Paul Reville, a former state secretary of education, said the competition charter schools introduced to traditional schools was resented, creating an uneasy relationship dynamic.

“The notion that, right out of the box, these brand new schools are going to be beacons of innovation and success was naive,” he added.

Overall though, Reville argued that the Education Reform Act helped improve the general quality of public education and data collected around schools, even if it has not fully leveled the playing field.

“We did education reform as well as any state in the country,” said Reville, a professor at the Harvard Graduate School of Education, “but our theory of the problem and our theory of action must have been flawed. We hold schools accountable for being our main — and in some cases exclusive — mechanism for creating social mobility, and it’s not working.”

Legislation has limits, but there were oversights, too.

There should have been regular reviews of what parts of the legislation were most effective, and why, both critics and advocates say. Others say the reputation Massachusetts forged as a top-ranking academic achiever led to complacency that resulted in stagnated innovation.

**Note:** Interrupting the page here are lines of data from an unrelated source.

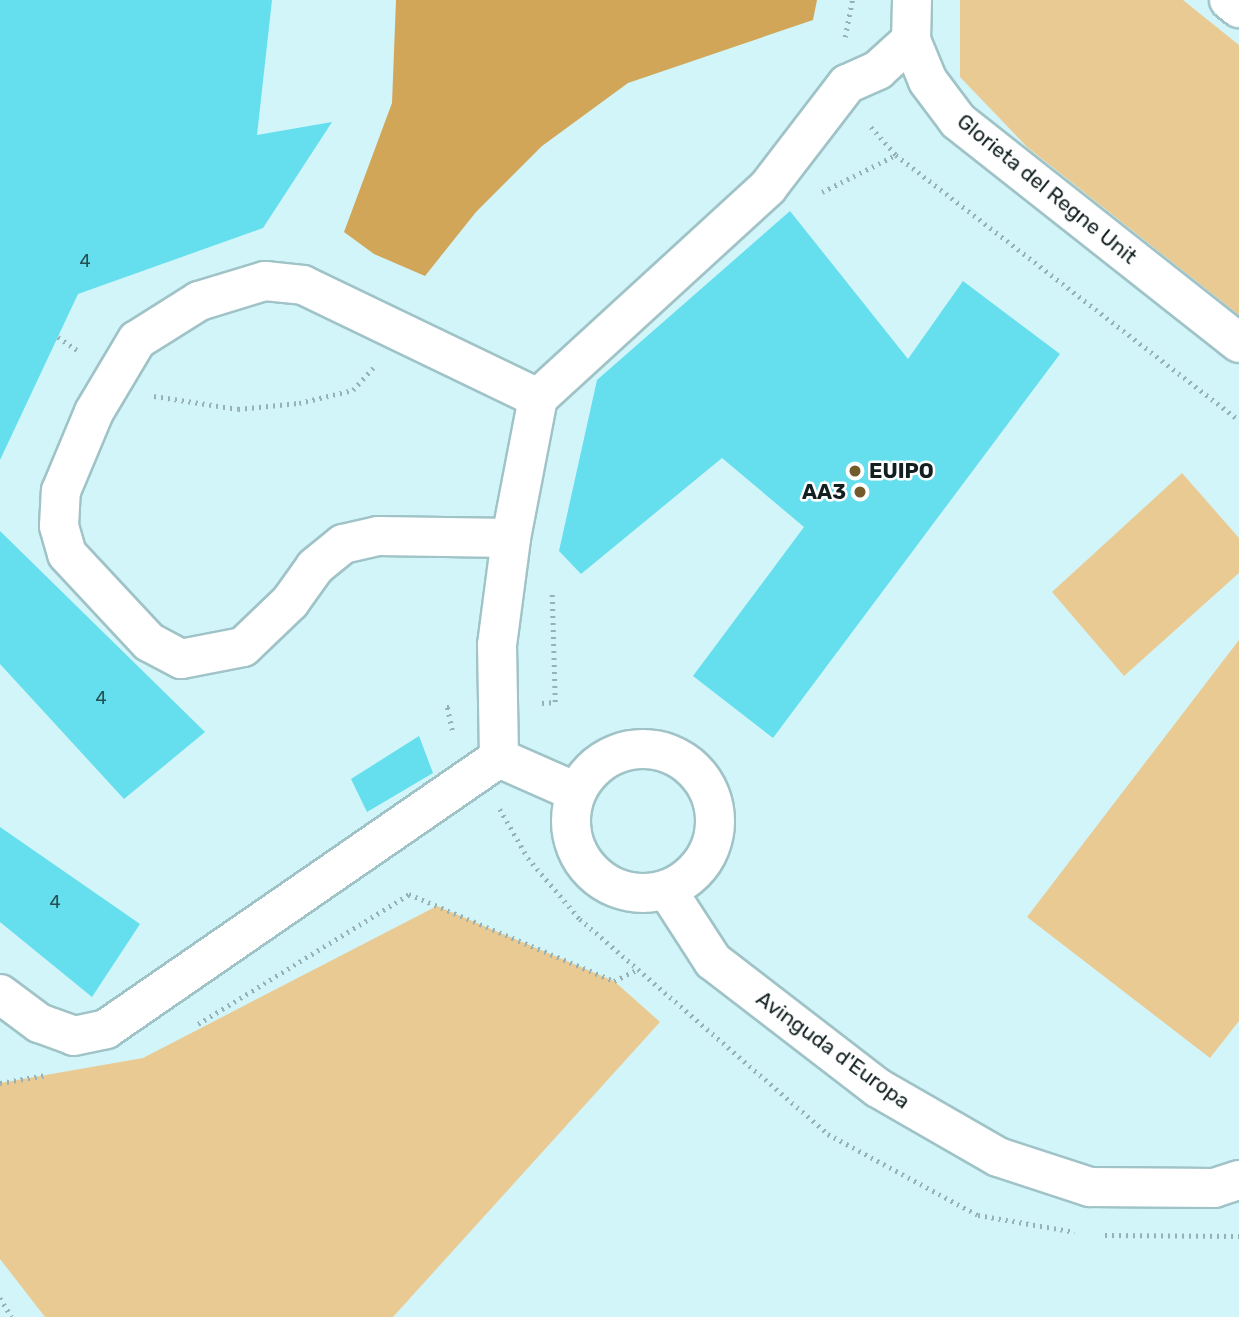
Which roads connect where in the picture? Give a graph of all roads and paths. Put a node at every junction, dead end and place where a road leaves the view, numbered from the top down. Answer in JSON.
{"nodes":[{"id":1,"x":852,"y":0,"type":"edge"},
{"id":2,"x":912,"y":0,"type":"edge"},
{"id":3,"x":1228,"y":0,"type":"edge"},
{"id":4,"x":1239,"y":8,"type":"edge"},
{"id":5,"x":911,"y":40,"type":"junction"},
{"id":6,"x":847,"y":84,"type":"junction"},
{"id":7,"x":896,"y":155,"type":"junction"},
{"id":8,"x":812,"y":197,"type":"dead end"},
{"id":9,"x":405,"y":331,"type":"junction"},
{"id":10,"x":58,"y":337,"type":"dead end"},
{"id":11,"x":1239,"y":343,"type":"edge"},
{"id":12,"x":115,"y":377,"type":"junction"},
{"id":13,"x":538,"y":398,"type":"junction"},
{"id":14,"x":1239,"y":420,"type":"edge"},
{"id":15,"x":512,"y":538,"type":"junction"},
{"id":16,"x":551,"y":587,"type":"dead end"},
{"id":17,"x":500,"y":704,"type":"junction"},
{"id":18,"x":489,"y":765,"type":"junction"},
{"id":19,"x":576,"y":792,"type":"junction"},
{"id":20,"x":667,"y":890,"type":"junction"},
{"id":21,"x":637,"y":970,"type":"junction"},
{"id":22,"x":0,"y":994,"type":"edge"},
{"id":23,"x":189,"y":1029,"type":"dead end"},
{"id":24,"x":52,"y":1074,"type":"dead end"},
{"id":25,"x":0,"y":1083,"type":"edge"},
{"id":26,"x":1239,"y":1180,"type":"edge"},
{"id":27,"x":1087,"y":1233,"type":"dead end"},
{"id":28,"x":1101,"y":1234,"type":"dead end"},
{"id":29,"x":1239,"y":1236,"type":"edge"},
{"id":30,"x":0,"y":1298,"type":"edge"},
{"id":31,"x":12,"y":1317,"type":"edge"}],
"edges":[{"from":1,"to":6,"type":"path"},
{"from":2,"to":5,"type":"street","name":"Glorieta del Regne Unit"},
{"from":3,"to":4,"type":"street"},
{"from":5,"to":6,"type":"street"},
{"from":5,"to":11,"type":"street","name":"Glorieta del Regne Unit"},
{"from":6,"to":7,"type":"path"},
{"from":6,"to":13,"type":"street"},
{"from":7,"to":8,"type":"path"},
{"from":7,"to":14,"type":"path"},
{"from":9,"to":12,"type":"path"},
{"from":9,"to":12,"type":"street"},
{"from":9,"to":13,"type":"street"},
{"from":10,"to":12,"type":"path"},
{"from":12,"to":15,"type":"street"},
{"from":13,"to":15,"type":"street"},
{"from":15,"to":17,"type":"street"},
{"from":16,"to":17,"type":"path"},
{"from":17,"to":18,"type":"street"},
{"from":17,"to":18,"type":"path"},
{"from":18,"to":19,"type":"street"},
{"from":18,"to":21,"type":"path"},
{"from":18,"to":22,"type":"street"},
{"from":19,"to":20,"type":"street"},
{"from":19,"to":20,"type":"street"},
{"from":20,"to":26,"type":"street","name":"Avinguda d'Europa"},
{"from":21,"to":23,"type":"path"},
{"from":21,"to":27,"type":"path"},
{"from":24,"to":25,"type":"path"},
{"from":28,"to":29,"type":"path"},
{"from":30,"to":31,"type":"path"}]}
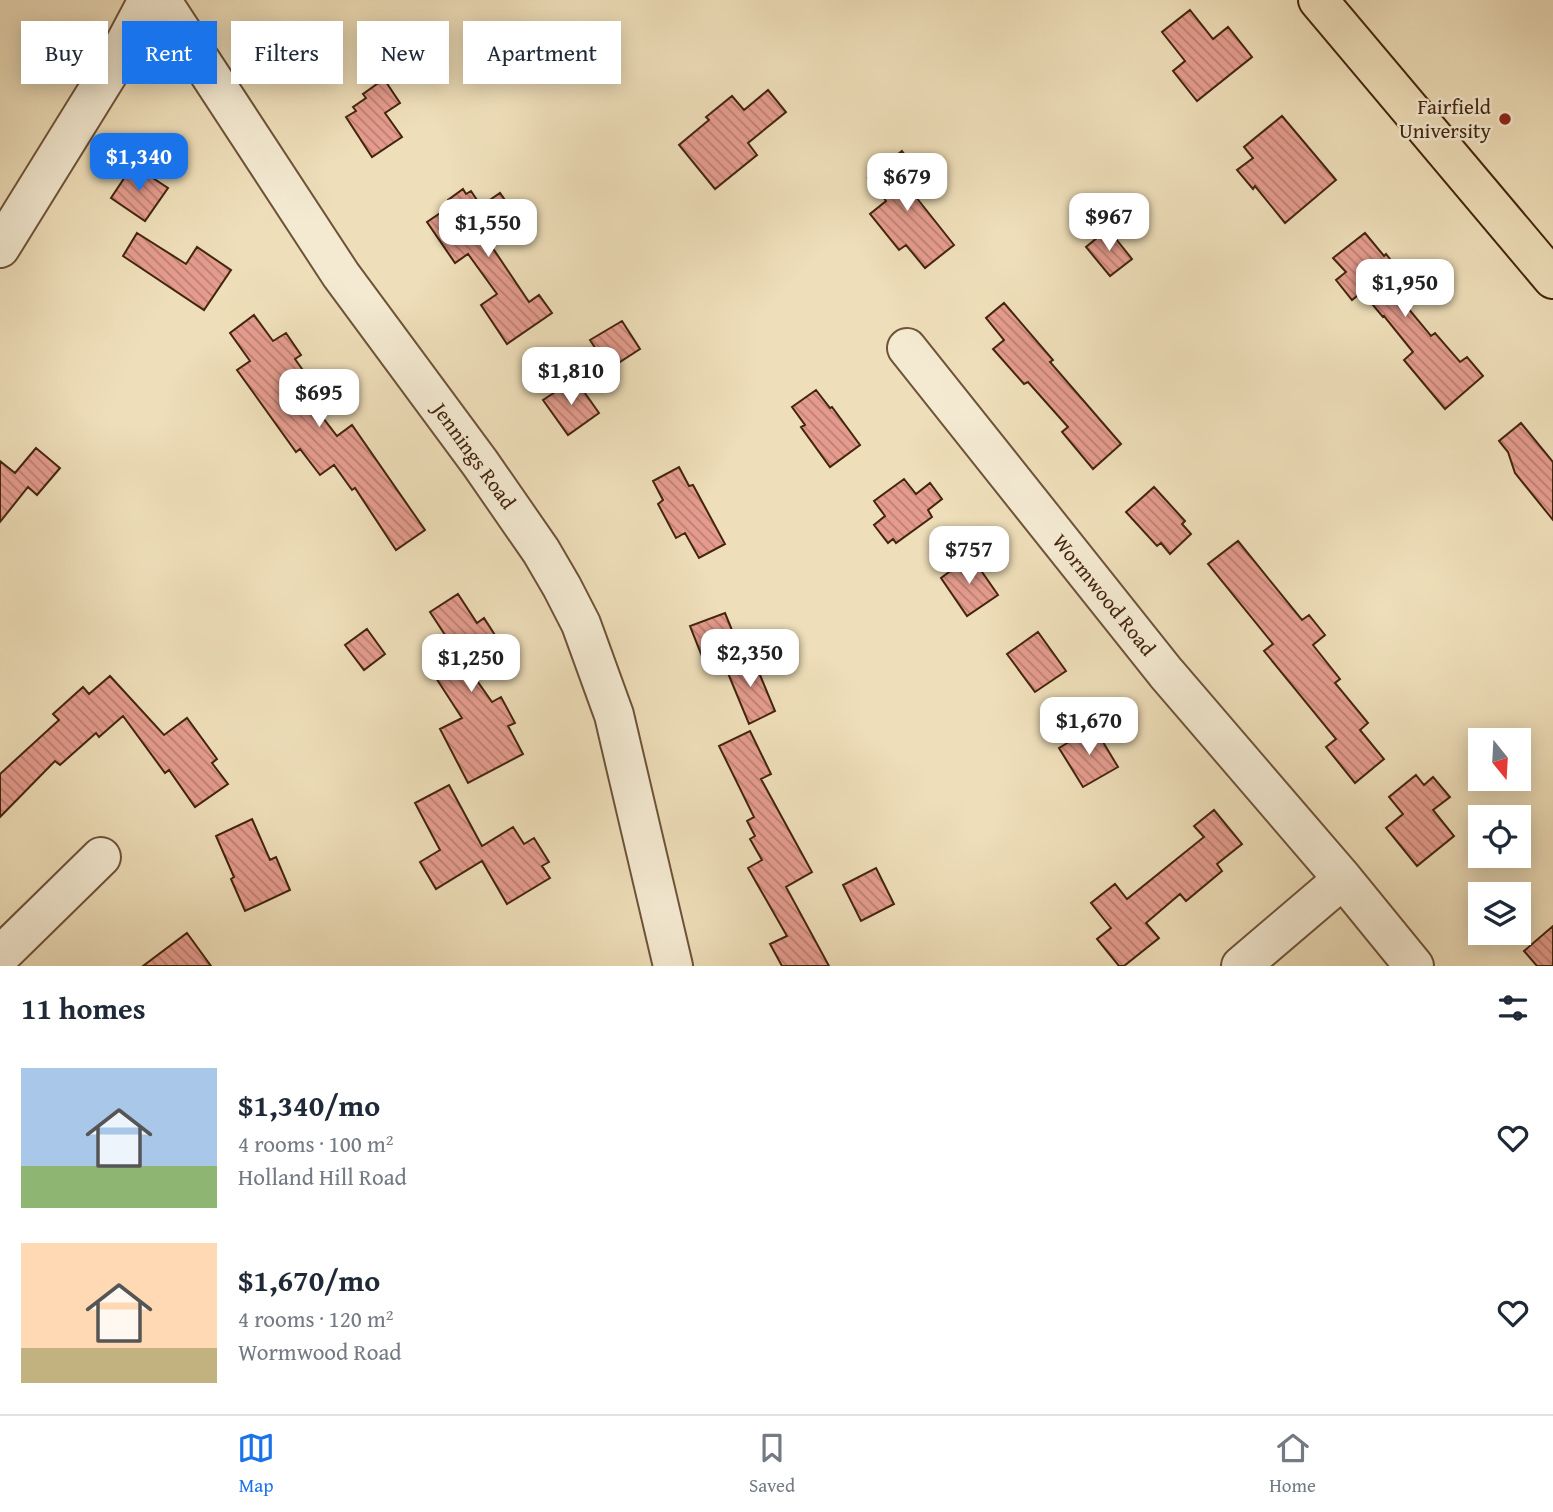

Last year, Massachusetts’ NAEP scores hit a 19-year low as the state grapples with addressing achievement gaps exacerbated by the pandemic among low-income students, children of color, students with disabilities, and English learners.

“We are only number one for some,” said Mary Tamer, the Massachusetts director of Democrats for Education Reform. “I want to see us move away from patting ourselves on the back too much. … This 30th anniversary is an opportunity for us to really look at where we need to go next.”

Some education advocates hope the infusion of federal COVID relief funds targeted at addressing pandemic learning losses will spur an educational refresh.

“We’ve got to seize that opportunity,” said Tripp Jones, who served as the staff director of the joint Education Committee in 1993 and is now president of 21c, a social impact advisory firm. “And we’ve got to hold ourselves accountable for not just spending the money, but getting the outcomes.”

This story has been update to correct the titles for Paul Reville and Tripp Jones. Reville is a former secretary of education and Jones was the staff director of the joint Education Committee.